- [Data to examine]:

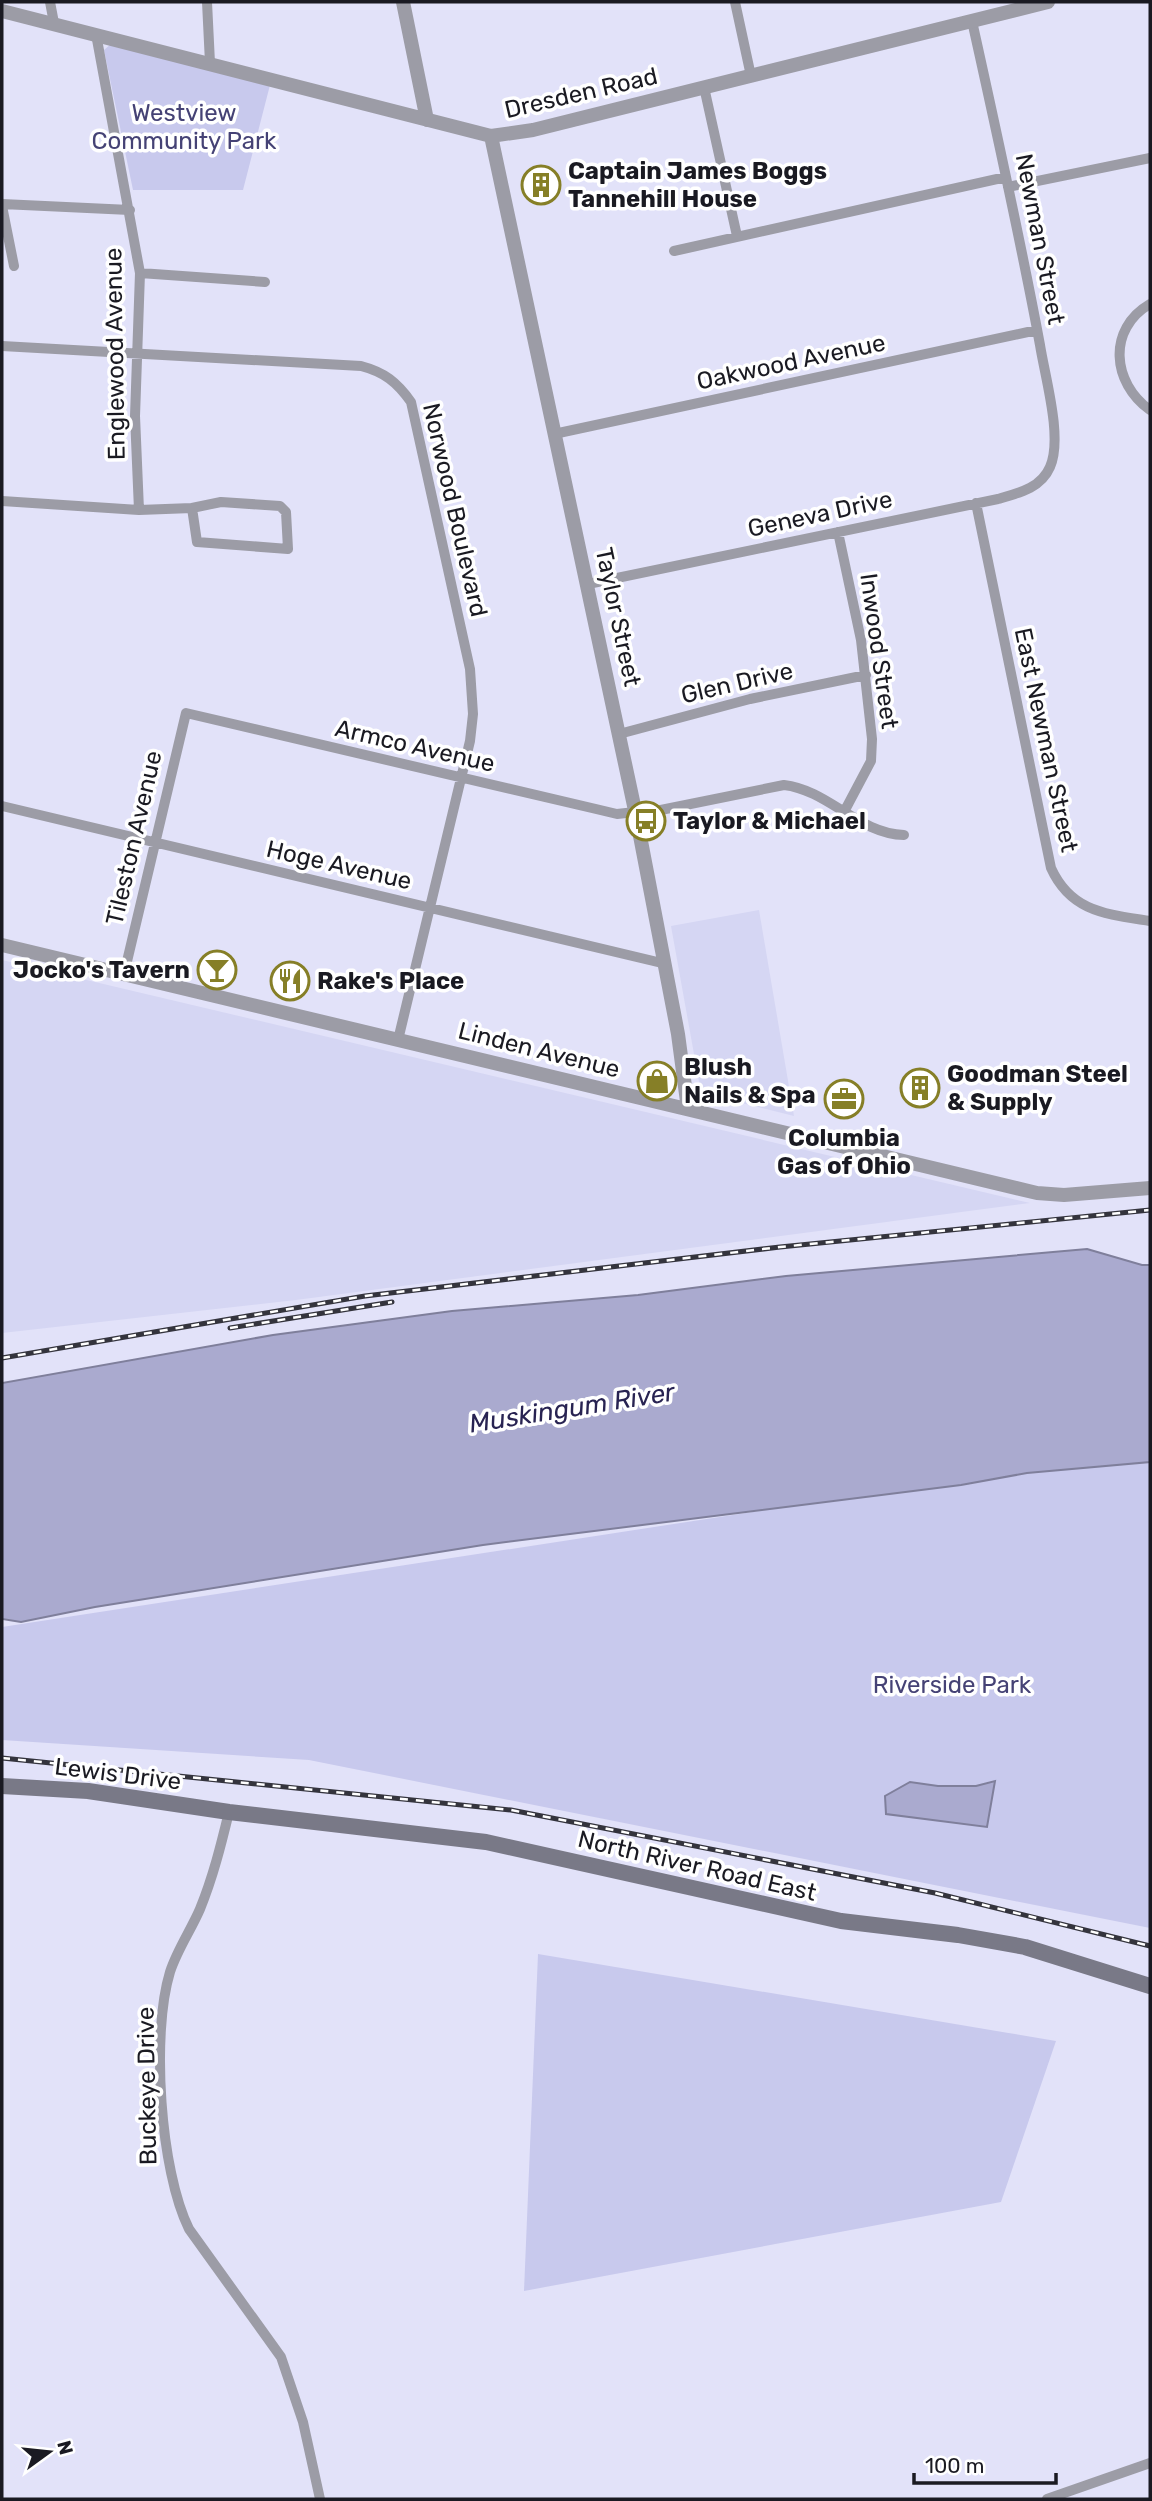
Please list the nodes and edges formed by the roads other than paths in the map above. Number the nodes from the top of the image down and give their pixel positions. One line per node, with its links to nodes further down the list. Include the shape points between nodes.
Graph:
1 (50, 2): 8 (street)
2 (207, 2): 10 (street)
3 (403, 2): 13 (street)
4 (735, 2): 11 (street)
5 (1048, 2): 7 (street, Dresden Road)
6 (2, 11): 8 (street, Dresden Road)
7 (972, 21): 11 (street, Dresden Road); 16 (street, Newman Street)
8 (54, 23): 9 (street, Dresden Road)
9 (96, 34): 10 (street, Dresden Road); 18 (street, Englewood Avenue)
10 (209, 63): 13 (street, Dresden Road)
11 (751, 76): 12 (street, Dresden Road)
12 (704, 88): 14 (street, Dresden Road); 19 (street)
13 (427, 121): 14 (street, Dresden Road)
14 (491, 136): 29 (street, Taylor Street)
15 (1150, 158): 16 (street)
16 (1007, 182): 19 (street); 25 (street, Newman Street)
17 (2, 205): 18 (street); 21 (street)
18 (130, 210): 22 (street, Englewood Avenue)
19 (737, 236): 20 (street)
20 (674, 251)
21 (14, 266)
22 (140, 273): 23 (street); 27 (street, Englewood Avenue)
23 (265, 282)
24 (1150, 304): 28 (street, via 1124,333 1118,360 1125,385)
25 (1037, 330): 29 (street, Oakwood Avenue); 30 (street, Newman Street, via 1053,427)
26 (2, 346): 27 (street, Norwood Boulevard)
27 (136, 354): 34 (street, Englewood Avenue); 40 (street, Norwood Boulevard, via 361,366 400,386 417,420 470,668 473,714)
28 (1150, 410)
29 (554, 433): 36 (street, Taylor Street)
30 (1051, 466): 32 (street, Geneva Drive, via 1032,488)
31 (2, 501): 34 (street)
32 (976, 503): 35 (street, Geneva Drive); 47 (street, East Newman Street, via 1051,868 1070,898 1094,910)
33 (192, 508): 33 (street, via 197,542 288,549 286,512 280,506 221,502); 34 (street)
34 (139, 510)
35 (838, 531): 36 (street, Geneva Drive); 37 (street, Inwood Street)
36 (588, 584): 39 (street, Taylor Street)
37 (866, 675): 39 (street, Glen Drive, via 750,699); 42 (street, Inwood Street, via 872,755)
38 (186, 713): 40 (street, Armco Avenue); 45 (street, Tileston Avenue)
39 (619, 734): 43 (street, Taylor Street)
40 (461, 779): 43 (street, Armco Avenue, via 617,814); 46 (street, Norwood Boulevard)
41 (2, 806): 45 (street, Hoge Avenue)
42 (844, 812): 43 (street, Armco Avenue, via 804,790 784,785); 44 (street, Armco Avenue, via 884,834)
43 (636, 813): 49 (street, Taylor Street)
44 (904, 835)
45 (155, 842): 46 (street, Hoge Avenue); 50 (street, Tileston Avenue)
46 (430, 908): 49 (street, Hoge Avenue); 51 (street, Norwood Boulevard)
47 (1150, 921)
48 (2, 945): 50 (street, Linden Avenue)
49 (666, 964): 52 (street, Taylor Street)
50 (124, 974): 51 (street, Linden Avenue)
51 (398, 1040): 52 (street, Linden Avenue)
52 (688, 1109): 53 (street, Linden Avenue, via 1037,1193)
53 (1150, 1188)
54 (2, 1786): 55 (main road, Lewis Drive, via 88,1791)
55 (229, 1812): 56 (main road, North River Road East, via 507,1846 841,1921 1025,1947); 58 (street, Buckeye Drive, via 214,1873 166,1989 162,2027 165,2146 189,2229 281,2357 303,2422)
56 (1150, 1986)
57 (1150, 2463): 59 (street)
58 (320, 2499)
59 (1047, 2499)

- [What you are asked to do]: Once the pictures are removed, return the entries exactly as they stand.

- [Solution]:
Please list the nodes and edges formed by the roads other than paths in the map above. Number the nodes from the top of the image down and give their pixel positions. One line per node, with its links to nodes further down the list. Include the shape points between nodes.
Graph:
1 (50, 2): 8 (street)
2 (207, 2): 10 (street)
3 (403, 2): 13 (street)
4 (735, 2): 11 (street)
5 (1048, 2): 7 (street, Dresden Road)
6 (2, 11): 8 (street, Dresden Road)
7 (972, 21): 11 (street, Dresden Road); 16 (street, Newman Street)
8 (54, 23): 9 (street, Dresden Road)
9 (96, 34): 10 (street, Dresden Road); 18 (street, Englewood Avenue)
10 (209, 63): 13 (street, Dresden Road)
11 (751, 76): 12 (street, Dresden Road)
12 (704, 88): 14 (street, Dresden Road); 19 (street)
13 (427, 121): 14 (street, Dresden Road)
14 (491, 136): 29 (street, Taylor Street)
15 (1150, 158): 16 (street)
16 (1007, 182): 19 (street); 25 (street, Newman Street)
17 (2, 205): 18 (street); 21 (street)
18 (130, 210): 22 (street, Englewood Avenue)
19 (737, 236): 20 (street)
20 (674, 251)
21 (14, 266)
22 (140, 273): 23 (street); 27 (street, Englewood Avenue)
23 (265, 282)
24 (1150, 304): 28 (street, via 1124,333 1118,360 1125,385)
25 (1037, 330): 29 (street, Oakwood Avenue); 30 (street, Newman Street, via 1053,427)
26 (2, 346): 27 (street, Norwood Boulevard)
27 (136, 354): 34 (street, Englewood Avenue); 40 (street, Norwood Boulevard, via 361,366 400,386 417,420 470,668 473,714)
28 (1150, 410)
29 (554, 433): 36 (street, Taylor Street)
30 (1051, 466): 32 (street, Geneva Drive, via 1032,488)
31 (2, 501): 34 (street)
32 (976, 503): 35 (street, Geneva Drive); 47 (street, East Newman Street, via 1051,868 1070,898 1094,910)
33 (192, 508): 33 (street, via 197,542 288,549 286,512 280,506 221,502); 34 (street)
34 (139, 510)
35 (838, 531): 36 (street, Geneva Drive); 37 (street, Inwood Street)
36 (588, 584): 39 (street, Taylor Street)
37 (866, 675): 39 (street, Glen Drive, via 750,699); 42 (street, Inwood Street, via 872,755)
38 (186, 713): 40 (street, Armco Avenue); 45 (street, Tileston Avenue)
39 (619, 734): 43 (street, Taylor Street)
40 (461, 779): 43 (street, Armco Avenue, via 617,814); 46 (street, Norwood Boulevard)
41 (2, 806): 45 (street, Hoge Avenue)
42 (844, 812): 43 (street, Armco Avenue, via 804,790 784,785); 44 (street, Armco Avenue, via 884,834)
43 (636, 813): 49 (street, Taylor Street)
44 (904, 835)
45 (155, 842): 46 (street, Hoge Avenue); 50 (street, Tileston Avenue)
46 (430, 908): 49 (street, Hoge Avenue); 51 (street, Norwood Boulevard)
47 (1150, 921)
48 (2, 945): 50 (street, Linden Avenue)
49 (666, 964): 52 (street, Taylor Street)
50 (124, 974): 51 (street, Linden Avenue)
51 (398, 1040): 52 (street, Linden Avenue)
52 (688, 1109): 53 (street, Linden Avenue, via 1037,1193)
53 (1150, 1188)
54 (2, 1786): 55 (main road, Lewis Drive, via 88,1791)
55 (229, 1812): 56 (main road, North River Road East, via 507,1846 841,1921 1025,1947); 58 (street, Buckeye Drive, via 214,1873 166,1989 162,2027 165,2146 189,2229 281,2357 303,2422)
56 (1150, 1986)
57 (1150, 2463): 59 (street)
58 (320, 2499)
59 (1047, 2499)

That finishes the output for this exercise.